AIM OF THE TASK: Filter the records below and copy every line containing the word "nodes".

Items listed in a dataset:
= Beginning of Section =

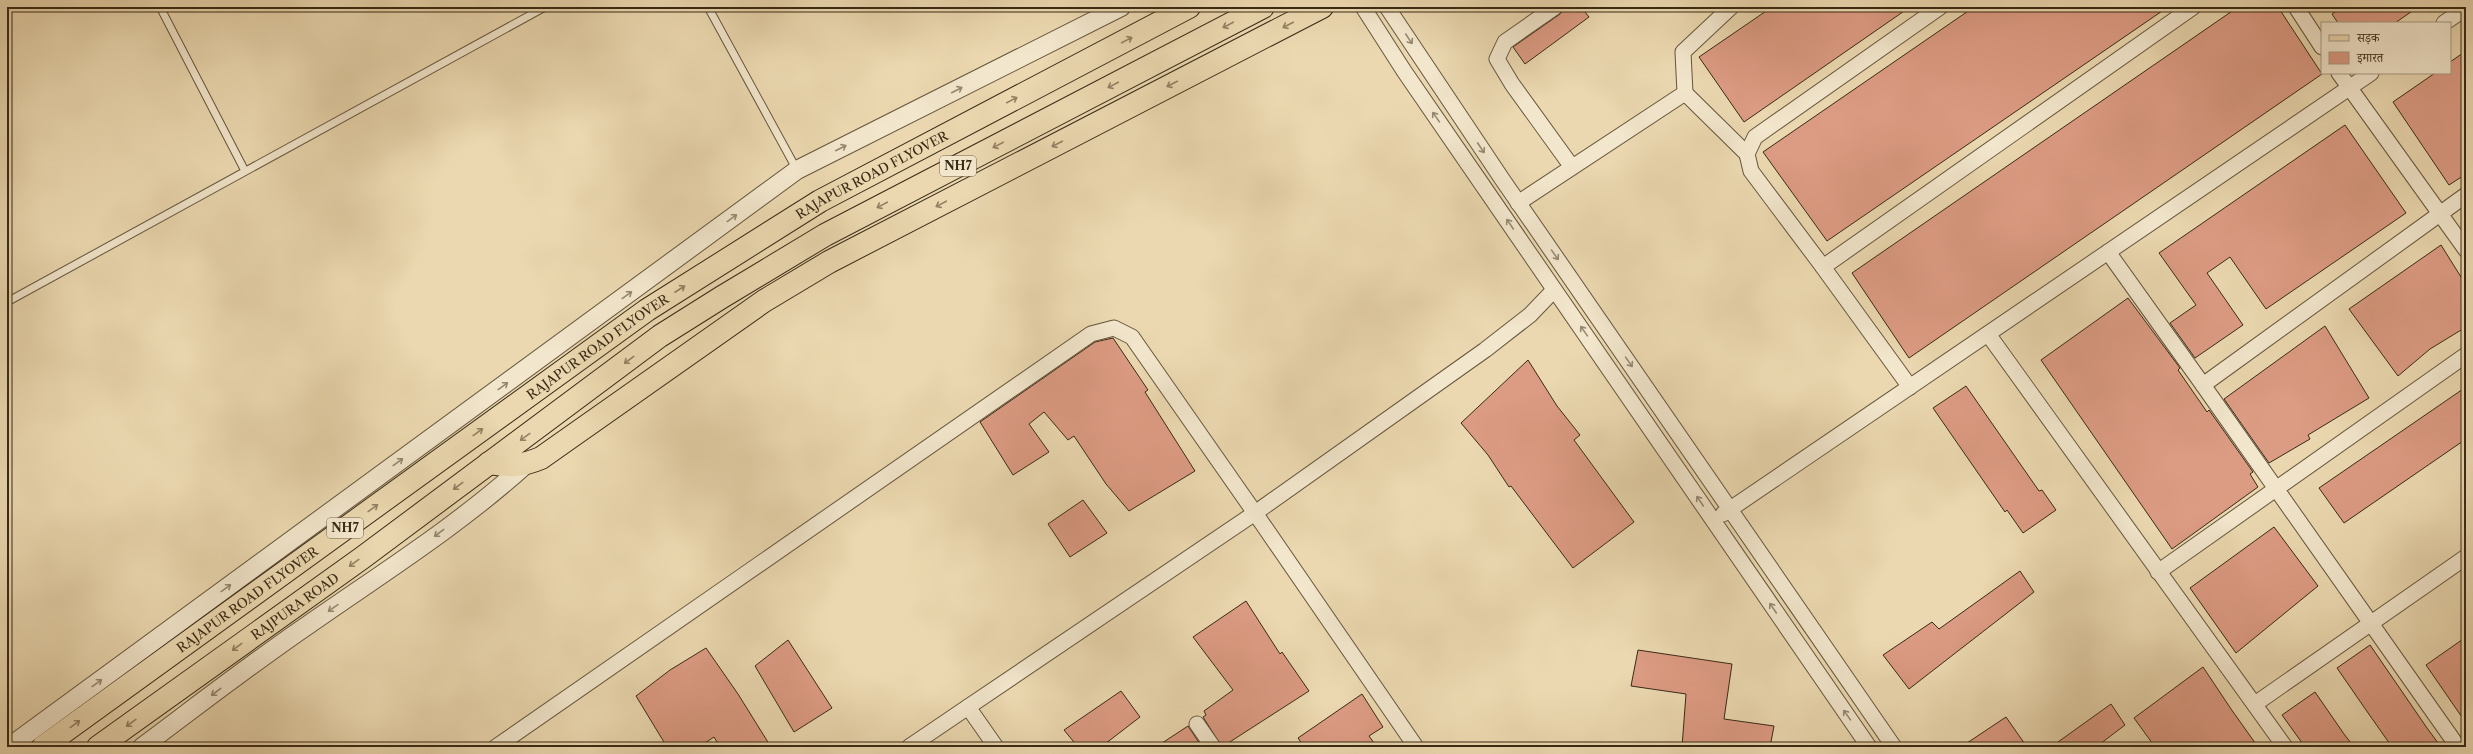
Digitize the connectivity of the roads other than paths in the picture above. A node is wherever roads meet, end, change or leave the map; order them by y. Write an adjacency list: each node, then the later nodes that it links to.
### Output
1 (160, 7): 25 (lane)
2 (545, 7): 25 (lane)
3 (708, 7): 24 (lane)
4 (1121, 7): 24 (street, one-way to 4)
5 (1189, 7): 51 (main road, RAJAPUR ROAD FLYOVER / NH7, one-way to 5)
6 (1263, 7): 38 (main road, NH7, one-way to 38)
7 (1322, 7): 39 (main road, one-way to 39)
8 (1363, 7): 32 (street, one-way to 8)
9 (1387, 7): 27 (street, one-way to 27)
10 (1556, 7): 23 (street)
11 (1731, 7): 21 (street)
12 (1940, 7): 22 (street)
13 (2193, 7): 31 (street)
14 (2296, 7): 17 (street)
15 (2466, 8): 16 (street)
16 (2445, 22)
17 (2321, 45)
18 (2340, 74): 20 (street)
19 (2370, 74): 20 (street)
20 (2349, 88): 28 (street); 30 (street)
21 (1685, 93): 22 (street); 23 (street)
22 (1748, 154): 31 (street)
23 (1572, 167): 27 (street)
24 (797, 170): 50 (street, one-way to 24)
25 (245, 171): 33 (lane)
26 (2466, 195): 28 (street)
27 (1518, 203): 41 (street, one-way to 41)
28 (2440, 214): 29 (street); 36 (street)
29 (2466, 250)
30 (2108, 252): 34 (street); 36 (street)
31 (1823, 267): 37 (street)
32 (1554, 290): 42 (street); 43 (street, one-way to 32)
33 (7, 302)
34 (1988, 334): 37 (street); 45 (street)
35 (2466, 355): 40 (street)
36 (2203, 385): 40 (street)
37 (1910, 387): 41 (street)
38 (489, 463): 39 (main road); 52 (main road, RAJPURA ROAD / NH7, one-way to 52)
39 (525, 465): 53 (street, one-way to 53)
40 (2276, 489): 45 (street); 46 (street)
41 (1731, 509): 43 (street); 60 (street)
42 (1255, 512): 48 (street); 54 (street); 58 (street)
43 (1713, 520): 59 (street, one-way to 43)
44 (2466, 557): 46 (street)
45 (2158, 572): 47 (street)
46 (2371, 624): 47 (street); 62 (street)
47 (2254, 704): 61 (street)
48 (968, 707): 55 (street); 56 (street)
49 (1197, 724): 57 (street)
50 (10, 747)
51 (43, 747)
52 (98, 747)
53 (142, 747)
54 (496, 747)
55 (909, 747)
56 (996, 747)
57 (1213, 747)
58 (1416, 747)
59 (1869, 747)
60 (1894, 747)
61 (2285, 747)
62 (2458, 747)

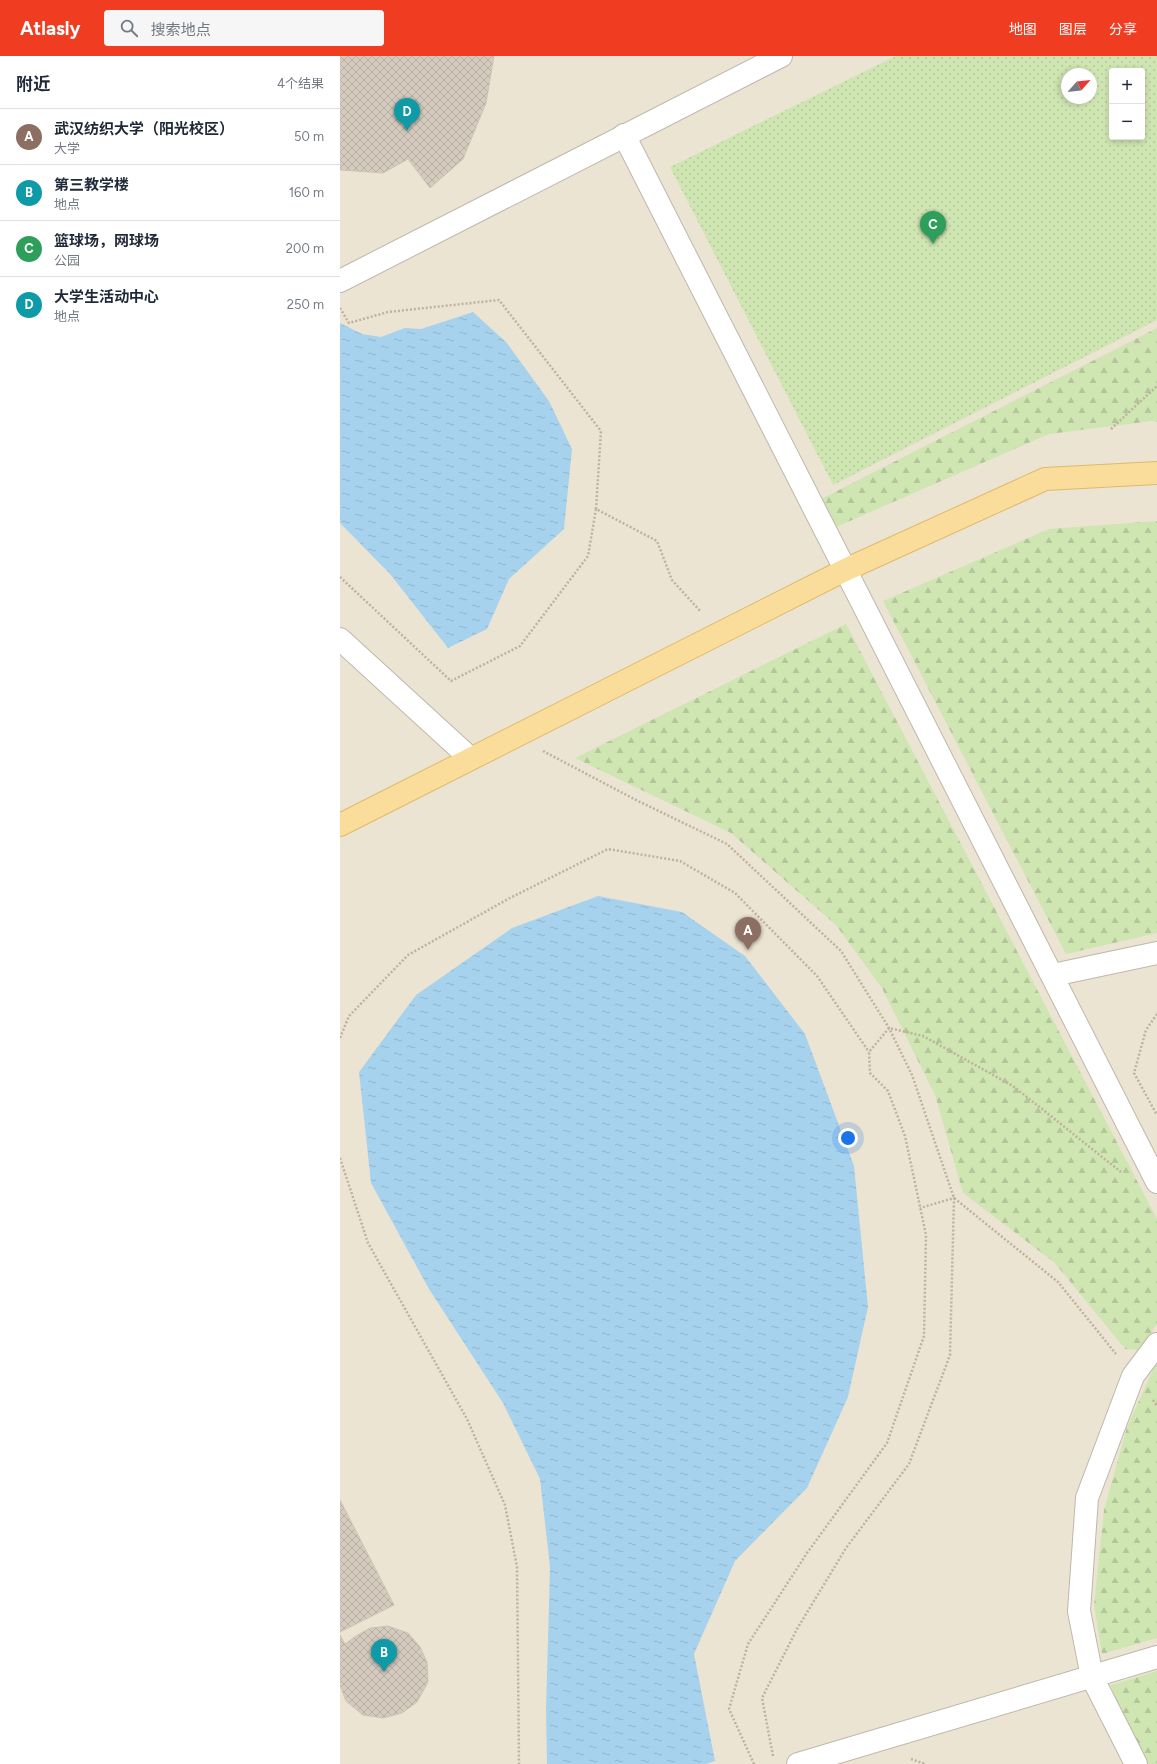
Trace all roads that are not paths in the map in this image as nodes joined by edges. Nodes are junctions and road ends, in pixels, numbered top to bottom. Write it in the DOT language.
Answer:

= End of Section =

RESULT BELOW:
Digitize the connectivity of the roads other than paths in the picture above. A node is wherever roads meet, end, change or leave the map; order them by y. Write an adjacency list: each node, then the later nodes that it links to.
Trace all roads that are not paths in the map in this image as nodes joined by edges. Nodes are junctions and road ends, in pixels, numbered top to bottom. Write it in the DOT language.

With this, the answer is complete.